We have something like that. Control4 8-zone amp and controller. (In the words of the Far Side, “this no be cheap”.)
Run the wires from the individual speakers back to the amp. make sure the gauge can handle the power.
Our speakers in the ceiling are inside plastic inserts to keep them inside the insulation/vapour barrier.
The controller works with wifi. If you don’t need to control things from outside your home, a simple iPhone app will manage the system… The controller also has TunedIn Radio.
This replaced a previous system that had control panels around the house - but the individual room amp modules in the central amp started dying.
But all in all, it will cost thousands of dollars.
We currently have a couple little bluetooth speakers that sound great, but dragging them around they get beat-up and stop working well. Some friends of ours have a zoned ceiling speaker system that they love and use all the time, but I think I’m convinced that such a thing is either already obsolete or quickly becoming so.
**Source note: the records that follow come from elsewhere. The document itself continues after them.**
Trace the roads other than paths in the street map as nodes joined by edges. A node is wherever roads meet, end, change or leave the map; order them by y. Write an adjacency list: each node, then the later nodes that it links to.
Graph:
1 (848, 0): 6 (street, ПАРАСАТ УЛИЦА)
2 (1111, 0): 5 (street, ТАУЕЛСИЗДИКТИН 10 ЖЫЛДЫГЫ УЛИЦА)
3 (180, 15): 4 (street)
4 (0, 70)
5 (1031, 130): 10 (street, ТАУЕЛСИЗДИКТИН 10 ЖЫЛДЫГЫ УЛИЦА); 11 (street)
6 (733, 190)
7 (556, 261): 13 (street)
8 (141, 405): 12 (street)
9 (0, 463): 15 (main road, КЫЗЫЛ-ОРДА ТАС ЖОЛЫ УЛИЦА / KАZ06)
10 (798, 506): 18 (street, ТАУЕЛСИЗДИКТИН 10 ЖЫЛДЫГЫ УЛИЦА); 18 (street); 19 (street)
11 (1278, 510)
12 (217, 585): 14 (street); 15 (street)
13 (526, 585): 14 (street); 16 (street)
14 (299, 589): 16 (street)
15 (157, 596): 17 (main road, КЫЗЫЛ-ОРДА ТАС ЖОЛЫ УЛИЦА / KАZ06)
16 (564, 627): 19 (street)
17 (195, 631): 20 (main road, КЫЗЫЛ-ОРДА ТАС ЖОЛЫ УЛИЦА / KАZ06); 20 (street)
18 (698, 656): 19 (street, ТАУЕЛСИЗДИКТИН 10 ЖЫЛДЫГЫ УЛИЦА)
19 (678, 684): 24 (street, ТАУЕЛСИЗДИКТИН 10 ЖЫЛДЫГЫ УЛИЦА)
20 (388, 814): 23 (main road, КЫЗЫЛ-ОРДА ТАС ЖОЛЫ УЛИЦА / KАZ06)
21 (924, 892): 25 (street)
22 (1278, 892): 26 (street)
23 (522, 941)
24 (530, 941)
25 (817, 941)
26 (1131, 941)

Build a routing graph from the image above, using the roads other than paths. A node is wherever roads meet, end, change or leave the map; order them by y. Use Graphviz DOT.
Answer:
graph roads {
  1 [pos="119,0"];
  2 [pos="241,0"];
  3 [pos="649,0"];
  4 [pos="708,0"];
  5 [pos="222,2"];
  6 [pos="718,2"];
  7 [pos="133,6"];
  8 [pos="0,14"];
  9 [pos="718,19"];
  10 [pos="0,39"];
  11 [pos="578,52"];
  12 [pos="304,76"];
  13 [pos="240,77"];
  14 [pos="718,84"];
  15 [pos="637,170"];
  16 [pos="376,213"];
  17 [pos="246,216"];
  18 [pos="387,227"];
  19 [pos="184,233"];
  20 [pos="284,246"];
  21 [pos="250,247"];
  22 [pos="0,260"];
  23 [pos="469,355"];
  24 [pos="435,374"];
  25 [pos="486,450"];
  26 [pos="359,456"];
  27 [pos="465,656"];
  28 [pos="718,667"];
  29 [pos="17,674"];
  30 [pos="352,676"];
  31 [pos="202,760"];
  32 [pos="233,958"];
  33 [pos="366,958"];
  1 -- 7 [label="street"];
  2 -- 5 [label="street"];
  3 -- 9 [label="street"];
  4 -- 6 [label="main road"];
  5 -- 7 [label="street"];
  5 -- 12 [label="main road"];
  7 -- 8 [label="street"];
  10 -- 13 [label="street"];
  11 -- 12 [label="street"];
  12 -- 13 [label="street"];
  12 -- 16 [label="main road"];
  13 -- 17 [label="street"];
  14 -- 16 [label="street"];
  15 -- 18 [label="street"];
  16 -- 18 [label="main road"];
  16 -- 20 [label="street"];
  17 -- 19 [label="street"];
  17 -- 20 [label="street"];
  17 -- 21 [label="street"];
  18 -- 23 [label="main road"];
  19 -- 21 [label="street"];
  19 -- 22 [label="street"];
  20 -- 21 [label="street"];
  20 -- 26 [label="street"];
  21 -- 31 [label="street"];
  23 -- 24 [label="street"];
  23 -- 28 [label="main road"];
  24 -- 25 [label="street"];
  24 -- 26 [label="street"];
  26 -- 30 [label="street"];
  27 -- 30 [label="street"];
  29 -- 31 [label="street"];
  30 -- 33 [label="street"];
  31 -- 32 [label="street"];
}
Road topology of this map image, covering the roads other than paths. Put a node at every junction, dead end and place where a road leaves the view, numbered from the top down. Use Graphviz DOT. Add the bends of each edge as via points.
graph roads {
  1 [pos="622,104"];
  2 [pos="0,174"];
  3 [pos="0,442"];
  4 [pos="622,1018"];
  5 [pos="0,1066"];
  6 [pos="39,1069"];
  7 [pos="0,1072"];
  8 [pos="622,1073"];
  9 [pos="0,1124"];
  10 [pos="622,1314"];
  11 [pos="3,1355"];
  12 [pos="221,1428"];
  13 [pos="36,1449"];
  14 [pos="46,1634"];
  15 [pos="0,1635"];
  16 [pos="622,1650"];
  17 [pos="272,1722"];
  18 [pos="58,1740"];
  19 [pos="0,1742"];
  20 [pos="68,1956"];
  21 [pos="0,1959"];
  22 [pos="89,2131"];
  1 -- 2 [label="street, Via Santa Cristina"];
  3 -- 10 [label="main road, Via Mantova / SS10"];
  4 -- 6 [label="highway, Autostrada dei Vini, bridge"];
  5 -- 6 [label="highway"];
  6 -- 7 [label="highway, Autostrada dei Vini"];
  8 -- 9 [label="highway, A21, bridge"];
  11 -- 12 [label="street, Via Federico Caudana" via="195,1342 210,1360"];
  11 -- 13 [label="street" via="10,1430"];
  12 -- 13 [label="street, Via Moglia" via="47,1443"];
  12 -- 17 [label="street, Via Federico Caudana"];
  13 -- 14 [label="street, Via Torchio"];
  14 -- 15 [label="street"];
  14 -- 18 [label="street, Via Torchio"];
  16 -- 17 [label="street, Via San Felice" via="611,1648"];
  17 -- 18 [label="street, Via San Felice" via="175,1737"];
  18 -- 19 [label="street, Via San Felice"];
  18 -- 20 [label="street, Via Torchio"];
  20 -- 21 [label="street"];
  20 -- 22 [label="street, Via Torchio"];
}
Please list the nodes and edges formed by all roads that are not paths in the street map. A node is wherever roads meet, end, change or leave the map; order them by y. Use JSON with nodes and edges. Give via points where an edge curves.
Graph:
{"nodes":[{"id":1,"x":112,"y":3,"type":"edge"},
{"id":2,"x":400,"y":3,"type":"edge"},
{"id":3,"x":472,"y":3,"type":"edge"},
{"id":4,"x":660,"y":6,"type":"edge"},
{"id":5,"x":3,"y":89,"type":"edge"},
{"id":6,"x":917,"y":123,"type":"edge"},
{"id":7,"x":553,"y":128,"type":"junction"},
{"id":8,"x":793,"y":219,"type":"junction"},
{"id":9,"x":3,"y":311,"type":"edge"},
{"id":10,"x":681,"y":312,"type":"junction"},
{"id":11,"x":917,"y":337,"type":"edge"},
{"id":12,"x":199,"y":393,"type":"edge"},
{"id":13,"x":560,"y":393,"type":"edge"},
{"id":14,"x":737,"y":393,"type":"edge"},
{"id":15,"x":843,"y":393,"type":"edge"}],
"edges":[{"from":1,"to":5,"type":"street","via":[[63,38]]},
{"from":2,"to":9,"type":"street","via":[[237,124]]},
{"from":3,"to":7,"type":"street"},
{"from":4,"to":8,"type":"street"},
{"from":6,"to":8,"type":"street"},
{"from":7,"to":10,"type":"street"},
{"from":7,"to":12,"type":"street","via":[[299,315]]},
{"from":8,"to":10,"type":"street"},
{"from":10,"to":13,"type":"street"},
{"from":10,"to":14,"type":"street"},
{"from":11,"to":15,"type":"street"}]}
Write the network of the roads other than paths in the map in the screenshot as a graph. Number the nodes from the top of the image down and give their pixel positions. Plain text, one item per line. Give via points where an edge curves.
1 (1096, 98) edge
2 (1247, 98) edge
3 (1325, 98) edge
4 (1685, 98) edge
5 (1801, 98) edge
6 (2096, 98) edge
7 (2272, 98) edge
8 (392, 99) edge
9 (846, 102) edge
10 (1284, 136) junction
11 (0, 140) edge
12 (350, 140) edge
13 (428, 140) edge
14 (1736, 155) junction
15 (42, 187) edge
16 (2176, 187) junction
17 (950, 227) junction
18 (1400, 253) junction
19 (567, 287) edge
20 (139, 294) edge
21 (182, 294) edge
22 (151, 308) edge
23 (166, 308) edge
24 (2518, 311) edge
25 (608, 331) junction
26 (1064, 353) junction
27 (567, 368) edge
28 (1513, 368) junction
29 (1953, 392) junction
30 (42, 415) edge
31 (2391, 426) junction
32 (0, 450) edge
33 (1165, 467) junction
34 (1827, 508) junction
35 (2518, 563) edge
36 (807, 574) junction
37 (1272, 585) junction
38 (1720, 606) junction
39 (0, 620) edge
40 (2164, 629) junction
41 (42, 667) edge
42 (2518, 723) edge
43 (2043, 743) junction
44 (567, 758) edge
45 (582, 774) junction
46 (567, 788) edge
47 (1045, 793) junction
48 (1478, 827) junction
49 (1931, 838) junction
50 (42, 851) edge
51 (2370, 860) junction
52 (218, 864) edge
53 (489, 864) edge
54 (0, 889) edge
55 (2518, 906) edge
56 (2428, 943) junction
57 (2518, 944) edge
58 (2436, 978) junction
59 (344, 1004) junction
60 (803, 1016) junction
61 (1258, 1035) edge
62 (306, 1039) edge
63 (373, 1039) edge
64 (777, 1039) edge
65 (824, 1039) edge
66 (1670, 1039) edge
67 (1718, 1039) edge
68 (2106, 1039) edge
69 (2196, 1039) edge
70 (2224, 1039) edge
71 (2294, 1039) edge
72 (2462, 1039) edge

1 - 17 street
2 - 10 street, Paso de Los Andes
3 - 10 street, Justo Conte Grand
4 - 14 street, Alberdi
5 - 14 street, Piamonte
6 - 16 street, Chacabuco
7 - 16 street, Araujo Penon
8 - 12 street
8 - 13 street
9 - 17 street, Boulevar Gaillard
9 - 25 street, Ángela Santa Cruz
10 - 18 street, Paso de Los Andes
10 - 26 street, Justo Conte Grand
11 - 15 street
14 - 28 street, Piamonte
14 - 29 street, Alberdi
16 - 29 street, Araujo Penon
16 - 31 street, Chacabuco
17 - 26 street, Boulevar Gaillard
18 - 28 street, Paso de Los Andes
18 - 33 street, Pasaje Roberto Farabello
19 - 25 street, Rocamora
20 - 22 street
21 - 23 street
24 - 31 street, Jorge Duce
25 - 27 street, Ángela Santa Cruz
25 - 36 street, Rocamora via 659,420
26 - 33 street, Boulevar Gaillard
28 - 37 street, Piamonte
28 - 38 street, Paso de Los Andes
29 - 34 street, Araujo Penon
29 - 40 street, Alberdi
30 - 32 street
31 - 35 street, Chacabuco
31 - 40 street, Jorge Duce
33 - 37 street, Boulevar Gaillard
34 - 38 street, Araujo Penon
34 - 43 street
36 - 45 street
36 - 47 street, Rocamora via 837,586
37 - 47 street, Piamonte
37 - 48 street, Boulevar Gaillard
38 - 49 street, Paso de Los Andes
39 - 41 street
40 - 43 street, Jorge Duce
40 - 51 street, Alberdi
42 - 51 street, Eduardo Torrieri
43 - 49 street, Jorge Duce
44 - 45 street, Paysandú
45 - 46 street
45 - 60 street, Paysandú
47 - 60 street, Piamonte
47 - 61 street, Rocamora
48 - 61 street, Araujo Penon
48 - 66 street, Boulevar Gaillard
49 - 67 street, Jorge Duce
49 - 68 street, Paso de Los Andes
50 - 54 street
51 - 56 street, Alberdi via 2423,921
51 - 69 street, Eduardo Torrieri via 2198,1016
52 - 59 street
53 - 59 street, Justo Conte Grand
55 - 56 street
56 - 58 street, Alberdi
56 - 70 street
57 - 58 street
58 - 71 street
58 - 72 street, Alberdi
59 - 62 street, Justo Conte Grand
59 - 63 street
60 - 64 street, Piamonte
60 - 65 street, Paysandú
I think we’ll just buy a little bluetooth speaker for each room, so we aren’t moving them around, and call it done.
I did this in a house I was having built. I knew where the TV & receiver would go so I added a double-gang electrical box behind the receiver and put single-gang boxes where each speaker would go.
I then ran speaker cord between the boxes originating from the main receiver box. I included a couple feet coiled in each box to make hookup easier later. Any kind of wire works, no need to go with expensive Monster cable or anything. You can buy it in 100 foot rolls from Home Depot. It looks like 14 or 16-gauge lamp cord. Don’t cheap out on the really thin stuff, it’s a pain to work with and might cost a bit of sound quality over longer distances.
When the walls were put up, the installers just cut the wallboard around the boxes like any other electrical box. I could the put up speaker wallplates. myself and be nearly done. When we moved in, it’s just use a bit of wire between the speaker or receiver and the wall plate and everything connects up.
In new home construction the electricians will often run low voltage wire for speaker and media systems. Quite often it is on the blueprint. There are also home entertainment contractors that are brought in to set everything up. It is low voltage so it doesn’t actually require a box. Some times the wires are just left behind the drywall and speakers and wall plates are installed during final finishing. When planning for wall mounted TVs, 2" conduit is often installed so multiple cords can be run down to components below.
It doesn’t cost much to make sure a home is wired up for future media rooms, ethernet, etc if you already have the walls open and electricians coming anyway. Electricians have been running cat5e instead of telephone wiring for years, so many homes will already be wired for ethernet. You can often just switch out the telephone jacks for rj45 plates.
As the op has already concluded though, modern wireless is a good enough and versatile solution.